The plan by Sanders justifies these interventions with the claim that “Prices are as much as 25 percent higher than they would be in a competitive broadband market.” But the paper on which this claim is based uses a simple trend analysis without any consideration for the quality of the product, which is a bundled broadband/video service. High-quality content in the video market has exploded in the last two decades, driven by shows such as Mad Men, Game of Thrones, and The Wire, as well as extensive sports programming. A failure to recognize these quality changes plagues this paper’s analysis. More important, the Sanders plan focuses on broadband, but the underlying study is an assessment of the broadband and video bundle that consumers often buy.

To assess the broadband market accurately, a study would need to compare, at a minimum,

  • the different costs of deploying and operating broadband networks;
  • demographic differences that affect demand for broadband service;
  • multiproduct bundling in broadband pricing; and
  • the availability and quality of complementary content and applications.

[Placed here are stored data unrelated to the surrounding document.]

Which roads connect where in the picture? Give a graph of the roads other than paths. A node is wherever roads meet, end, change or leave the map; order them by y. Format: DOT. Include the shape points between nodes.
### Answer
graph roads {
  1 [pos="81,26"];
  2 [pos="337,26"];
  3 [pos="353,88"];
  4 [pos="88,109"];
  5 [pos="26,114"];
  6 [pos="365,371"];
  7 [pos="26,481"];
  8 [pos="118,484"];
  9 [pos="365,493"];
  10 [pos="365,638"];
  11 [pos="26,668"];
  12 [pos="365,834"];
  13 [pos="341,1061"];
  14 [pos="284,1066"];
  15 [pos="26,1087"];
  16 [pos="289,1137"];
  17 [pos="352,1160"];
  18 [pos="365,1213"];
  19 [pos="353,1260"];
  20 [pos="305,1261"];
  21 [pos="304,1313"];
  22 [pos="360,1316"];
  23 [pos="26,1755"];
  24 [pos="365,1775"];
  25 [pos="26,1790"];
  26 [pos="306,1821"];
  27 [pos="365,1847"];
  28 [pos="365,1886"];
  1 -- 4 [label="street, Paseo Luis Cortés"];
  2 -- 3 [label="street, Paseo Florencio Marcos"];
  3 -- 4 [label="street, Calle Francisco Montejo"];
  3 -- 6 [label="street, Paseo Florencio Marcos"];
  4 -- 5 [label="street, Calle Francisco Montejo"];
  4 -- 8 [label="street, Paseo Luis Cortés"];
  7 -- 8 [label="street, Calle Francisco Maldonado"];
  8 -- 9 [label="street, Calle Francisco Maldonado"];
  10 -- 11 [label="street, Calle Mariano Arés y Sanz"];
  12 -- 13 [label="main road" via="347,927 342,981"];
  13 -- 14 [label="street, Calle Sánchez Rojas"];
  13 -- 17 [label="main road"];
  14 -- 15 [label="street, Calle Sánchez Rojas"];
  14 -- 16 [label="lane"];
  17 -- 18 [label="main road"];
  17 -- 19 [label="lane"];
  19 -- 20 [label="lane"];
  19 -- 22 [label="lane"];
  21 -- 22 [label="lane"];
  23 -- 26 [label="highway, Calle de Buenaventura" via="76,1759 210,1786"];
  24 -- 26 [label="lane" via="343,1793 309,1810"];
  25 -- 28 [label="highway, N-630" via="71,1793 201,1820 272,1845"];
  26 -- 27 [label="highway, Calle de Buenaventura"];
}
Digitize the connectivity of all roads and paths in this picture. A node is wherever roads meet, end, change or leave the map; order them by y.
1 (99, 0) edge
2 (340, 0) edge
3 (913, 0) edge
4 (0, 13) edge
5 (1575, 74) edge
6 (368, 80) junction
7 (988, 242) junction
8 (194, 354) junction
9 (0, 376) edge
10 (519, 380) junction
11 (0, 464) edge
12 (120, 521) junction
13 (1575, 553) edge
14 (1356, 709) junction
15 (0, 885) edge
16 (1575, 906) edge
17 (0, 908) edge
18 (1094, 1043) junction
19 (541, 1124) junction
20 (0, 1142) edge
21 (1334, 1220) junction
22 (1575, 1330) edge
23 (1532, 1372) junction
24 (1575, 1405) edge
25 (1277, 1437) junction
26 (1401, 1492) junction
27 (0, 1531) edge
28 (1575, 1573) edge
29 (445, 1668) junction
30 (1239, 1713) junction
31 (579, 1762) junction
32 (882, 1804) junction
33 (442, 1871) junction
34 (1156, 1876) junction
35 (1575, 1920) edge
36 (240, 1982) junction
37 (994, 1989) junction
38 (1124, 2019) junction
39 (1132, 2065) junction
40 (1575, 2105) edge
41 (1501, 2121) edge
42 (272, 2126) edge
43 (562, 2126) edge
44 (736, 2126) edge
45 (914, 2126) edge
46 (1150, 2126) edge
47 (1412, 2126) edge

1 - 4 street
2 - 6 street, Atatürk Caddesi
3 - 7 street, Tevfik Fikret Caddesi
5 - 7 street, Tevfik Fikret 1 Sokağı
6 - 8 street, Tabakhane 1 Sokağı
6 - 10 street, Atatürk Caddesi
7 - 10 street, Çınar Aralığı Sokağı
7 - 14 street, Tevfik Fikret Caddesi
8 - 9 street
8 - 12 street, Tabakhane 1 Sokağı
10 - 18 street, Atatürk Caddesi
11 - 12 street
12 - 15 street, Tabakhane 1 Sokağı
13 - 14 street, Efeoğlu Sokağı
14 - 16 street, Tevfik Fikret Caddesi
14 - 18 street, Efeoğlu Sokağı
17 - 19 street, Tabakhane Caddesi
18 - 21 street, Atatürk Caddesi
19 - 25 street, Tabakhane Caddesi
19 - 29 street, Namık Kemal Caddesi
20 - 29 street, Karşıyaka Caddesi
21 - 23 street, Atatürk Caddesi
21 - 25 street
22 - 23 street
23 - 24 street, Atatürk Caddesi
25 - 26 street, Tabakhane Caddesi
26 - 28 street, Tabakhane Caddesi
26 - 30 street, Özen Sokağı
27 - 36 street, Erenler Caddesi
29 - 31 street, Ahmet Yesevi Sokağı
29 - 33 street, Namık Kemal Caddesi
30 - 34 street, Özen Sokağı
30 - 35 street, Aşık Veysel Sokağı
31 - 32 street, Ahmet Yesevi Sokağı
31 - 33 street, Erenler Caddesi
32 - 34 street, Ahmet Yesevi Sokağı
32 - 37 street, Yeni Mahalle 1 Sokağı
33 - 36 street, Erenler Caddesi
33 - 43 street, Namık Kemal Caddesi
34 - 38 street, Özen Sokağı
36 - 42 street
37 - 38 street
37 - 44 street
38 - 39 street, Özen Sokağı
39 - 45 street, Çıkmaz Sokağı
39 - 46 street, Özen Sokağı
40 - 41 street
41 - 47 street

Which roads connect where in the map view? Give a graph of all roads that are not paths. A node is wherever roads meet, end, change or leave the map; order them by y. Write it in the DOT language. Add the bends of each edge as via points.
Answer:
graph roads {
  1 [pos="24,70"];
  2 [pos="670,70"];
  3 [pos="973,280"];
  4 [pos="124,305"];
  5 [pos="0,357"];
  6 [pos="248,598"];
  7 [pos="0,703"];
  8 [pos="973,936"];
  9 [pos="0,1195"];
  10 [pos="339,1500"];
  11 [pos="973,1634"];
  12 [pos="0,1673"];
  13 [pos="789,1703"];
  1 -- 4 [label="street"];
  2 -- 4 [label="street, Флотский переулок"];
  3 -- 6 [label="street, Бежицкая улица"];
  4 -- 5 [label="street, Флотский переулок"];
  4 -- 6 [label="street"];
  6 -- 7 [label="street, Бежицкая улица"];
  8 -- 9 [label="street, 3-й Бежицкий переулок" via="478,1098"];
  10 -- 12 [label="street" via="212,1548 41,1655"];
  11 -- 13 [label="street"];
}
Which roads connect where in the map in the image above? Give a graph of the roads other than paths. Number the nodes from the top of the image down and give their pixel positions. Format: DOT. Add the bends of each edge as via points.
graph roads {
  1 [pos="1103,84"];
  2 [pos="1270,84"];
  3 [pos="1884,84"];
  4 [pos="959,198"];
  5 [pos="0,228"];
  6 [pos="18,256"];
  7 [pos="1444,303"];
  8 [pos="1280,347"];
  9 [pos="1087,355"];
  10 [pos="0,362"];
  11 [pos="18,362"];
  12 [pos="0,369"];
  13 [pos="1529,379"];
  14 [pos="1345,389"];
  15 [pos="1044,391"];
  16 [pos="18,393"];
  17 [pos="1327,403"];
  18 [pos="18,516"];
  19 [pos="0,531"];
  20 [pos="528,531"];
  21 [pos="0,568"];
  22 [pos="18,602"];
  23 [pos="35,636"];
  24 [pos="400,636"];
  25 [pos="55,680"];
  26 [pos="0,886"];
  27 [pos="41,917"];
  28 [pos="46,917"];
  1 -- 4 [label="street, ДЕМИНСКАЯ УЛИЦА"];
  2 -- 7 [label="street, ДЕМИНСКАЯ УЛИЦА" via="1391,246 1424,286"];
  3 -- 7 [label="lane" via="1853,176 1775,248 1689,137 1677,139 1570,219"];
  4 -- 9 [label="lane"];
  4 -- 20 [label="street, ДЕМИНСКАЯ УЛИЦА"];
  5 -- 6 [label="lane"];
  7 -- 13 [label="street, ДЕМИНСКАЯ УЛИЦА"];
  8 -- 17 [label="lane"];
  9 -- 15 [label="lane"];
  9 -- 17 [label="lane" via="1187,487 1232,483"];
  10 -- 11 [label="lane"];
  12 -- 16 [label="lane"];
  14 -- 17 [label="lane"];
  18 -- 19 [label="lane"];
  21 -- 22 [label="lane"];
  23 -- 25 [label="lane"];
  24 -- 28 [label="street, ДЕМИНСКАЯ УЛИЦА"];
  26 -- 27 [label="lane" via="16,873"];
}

The FCC’s International Broadband Report attempts to do just this analysis in Appendix C of its International Broadband Data Report and comes to a far different conclusion than Sanders regarding the state of broadband. The table below is a reprint of FCC analysis. The first model is an unadjusted broadband price index that recognizes that deployment costs and bundling differ by country. By this simple index, the United States ranks 23, but still does better than Australia, Canada, and Iceland. When the broadband prices are adjusted for demographics as well as content quality or data usage, however, the United States ranks near the top.

Table 1: Broadband Price Indices

Country Unadjusted  Adjusted for demographics but not quality  Adjusted for demographics and data usage Adjusted for demographics and content quality
Price Rank Price Rank Price Rank Price Rank
Australia 78.3 28 82.81 27 102.63 26 84.45 23
Austria 48.04 17 60.59 15 73.17 11 74.02 17
Belgium 46.82 16 66.62 21 75.29 13 81.09 22
Canada 69.66 27 74.99 25 92.73 24 76.57 19
Chile 33.42 8 73.6 23 83.81 20 88.97 25
Czech Republic 26.83 3 49.18 6 69.91 9 60.49 6
Denmark 43.46 14 52.27 8 69.37 8 63.85 8
Estonia 30.65 6 56.91 12 81.68 19 69.06 12
Finland 35 9 37.95 1 57.49 2 51.61 1
France 30.12 5 44.04 4 61.96 4 54.25 3
Germany 36 12 53.62 10 75.09 12 66.06 11
Greece 35.38 10 64.51 19 80.72 17 78.66 21
Iceland 65.78 25 73.96 24 94.85 25 90.39 26
Ireland 56.79 22 62.37 16 76.46 14 64.83 9
Italy 29.62 4 48 5 68.8 7 59 5
Japan 40.12 13 53.58 9 81.47 18 72.12 15
Latvia 20.29 1 42.78 3 63.05 5 52.2 2
Luxembourg 56.32 21 54.32 11 76.83 15 72.51 16
Mexico 35.58 11 91.29 29 120.4 29 109.64 29
Netherlands 44.39 15 63.89 18 89.51 21 77.88 20
New Zealand 59.51 24 81.42 26 90.55 22 76.25 18
Norway 88.41 29 71.77 22 103.98 27 96.95 27
Portugal 30.82 7 58.27 13 72.83 10 71.15 14
South Korea 25.45 2 42.07 2 52.01 1 56.28 4
Spain 54.95 20 87.69 28 115.51 28 106.53 28
Sweden 52.48 19 52.16 7 61.08 3 70.41 13
Switzerland 66.88 26 65.01 20 91.15 23 84.46 24
United Kingdom 50.77 18 63.75 17 79.88 16 65.44 10
United States 58 23 59.84 14 64.75 6 62.94 7

When the contextual differences around prices are accounted for, it is simply not that the case, as Sanders says, that broadband providers are “gouging customers with some of the highest prices for service in the world.”

Conclusion

Sanders’ broadband plan might be garnering attention, but he misdiagnoses the issues underlying broadband access. A drastic overhaul of the market isn’t needed. The right way to tackle broadband is to outline a set of targeted policies that help consumers in specific localities. Already, state legislatures have passed reforms, and there have been important successes. Instead of implementing a radical change, Sanders should work to replicate what has already worked.


[1] Since Form 477 data is notoriously inaccurate, these estimates could be wrong.